Anion exchange chromatography
- Acronym: HPAE
- Classification: Ion exchange chromatography Column chromatography

Other techniques
- Related: Chromatography High performance liquid chromatography Aqueous normal phase chromatography Size exclusion chromatography Micellar liquid chromatography

= Anion-exchange chromatography =

Chromatography process

Anion-exchange chromatography is a process that separates substances based on their charges using an ion-exchange resin containing positively charged groups, such as diethyl-aminoethyl groups (DEAE). In solution, the resin is coated with positively charged counter-ions (cations). Anion exchange resins will bind to negatively charged molecules, displacing the counter-ion. Anion exchange chromatography is commonly used to purify proteins, amino acids, sugars/carbohydrates and other acidic substances with a negative charge at higher pH levels. The tightness of the binding between the substance and the resin is based on the strength of the negative charge of the substance.

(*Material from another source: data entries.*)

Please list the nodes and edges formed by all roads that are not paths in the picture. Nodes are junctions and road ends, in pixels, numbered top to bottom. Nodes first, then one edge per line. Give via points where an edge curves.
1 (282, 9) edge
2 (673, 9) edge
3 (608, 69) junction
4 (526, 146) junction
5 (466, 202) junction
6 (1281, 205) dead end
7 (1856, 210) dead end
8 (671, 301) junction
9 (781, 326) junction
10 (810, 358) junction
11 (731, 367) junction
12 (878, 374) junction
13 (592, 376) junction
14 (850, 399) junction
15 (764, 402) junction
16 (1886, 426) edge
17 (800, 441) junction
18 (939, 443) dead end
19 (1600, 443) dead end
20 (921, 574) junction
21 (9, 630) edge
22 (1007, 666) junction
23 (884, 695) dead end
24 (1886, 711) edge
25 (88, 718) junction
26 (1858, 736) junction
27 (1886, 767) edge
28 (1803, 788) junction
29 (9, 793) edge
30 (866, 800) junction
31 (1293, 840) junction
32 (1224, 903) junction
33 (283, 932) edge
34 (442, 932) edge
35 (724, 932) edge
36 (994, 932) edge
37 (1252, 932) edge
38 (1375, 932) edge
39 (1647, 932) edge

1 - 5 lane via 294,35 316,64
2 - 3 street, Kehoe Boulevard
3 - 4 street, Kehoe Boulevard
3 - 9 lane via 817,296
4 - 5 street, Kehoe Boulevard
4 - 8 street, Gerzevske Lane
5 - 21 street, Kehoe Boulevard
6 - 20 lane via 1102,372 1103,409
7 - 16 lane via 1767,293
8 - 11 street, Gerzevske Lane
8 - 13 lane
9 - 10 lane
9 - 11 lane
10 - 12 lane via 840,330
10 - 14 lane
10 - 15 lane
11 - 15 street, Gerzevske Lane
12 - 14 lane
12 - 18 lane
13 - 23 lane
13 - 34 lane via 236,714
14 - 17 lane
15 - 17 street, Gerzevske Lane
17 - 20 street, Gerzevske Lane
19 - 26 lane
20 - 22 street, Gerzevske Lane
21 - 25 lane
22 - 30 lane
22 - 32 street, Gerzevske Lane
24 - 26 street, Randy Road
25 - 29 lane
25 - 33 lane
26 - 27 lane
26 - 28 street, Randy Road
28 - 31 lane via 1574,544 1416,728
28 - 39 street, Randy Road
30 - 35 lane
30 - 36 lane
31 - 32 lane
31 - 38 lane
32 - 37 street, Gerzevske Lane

== General technique for protein purification ==

A slurry of resin, such as DEAE-Sephadex is poured into the column. The matrix that is used is insoluble with charged groups that are covalently attached. These charged groups are referred to as exchangers like cation and anion exchangers. After it settles, the column is pre-equilibrated in buffer before the protein mixture is applied. DEAE-Sephadex is a positively charged slurry that will have electrostatic interactions with the negatively charged atoms, making them elute later than the positively charged molecules in the interested sample. This is a separation technique used widely to discover specific proteins, or enzymes in the body. Unbound proteins are collected in the flow-through and/or in subsequent buffer washes. Proteins that bind to the positively charged resin are retained and can be eluted in one of two ways. First, the salt concentration in the elution buffer is gradually increased. The negative ions in the salt solution (e.g. Cl^{−}) compete with protein in binding to the resin. Second, the pH of the solution can be gradually decreased which results in a more positive charge on the protein, releasing it from the resin. Both of these techniques can displace the negatively charged protein which is then eluted into test tubes fractions with the buffer.

The separation of proteins will depend on the differences in total charge. Composition of ionizable side chain groups will determine the total charge of the protein at a particular pH. At the isoelectric point (pI), the total charge on the protein is 0 and it will not bind to the matrix. If the pH is above the pI, the protein will have a negative charge and bind to the matrix in an anion exchange column. The stability of the protein at values above or below the pI, will determine if an anion exchange column or cation exchange column should be used. If it is stable at pH values below the pI, the cation exchange column can be used. If it is stable at pH values above the pI then the anion exchange column can be used.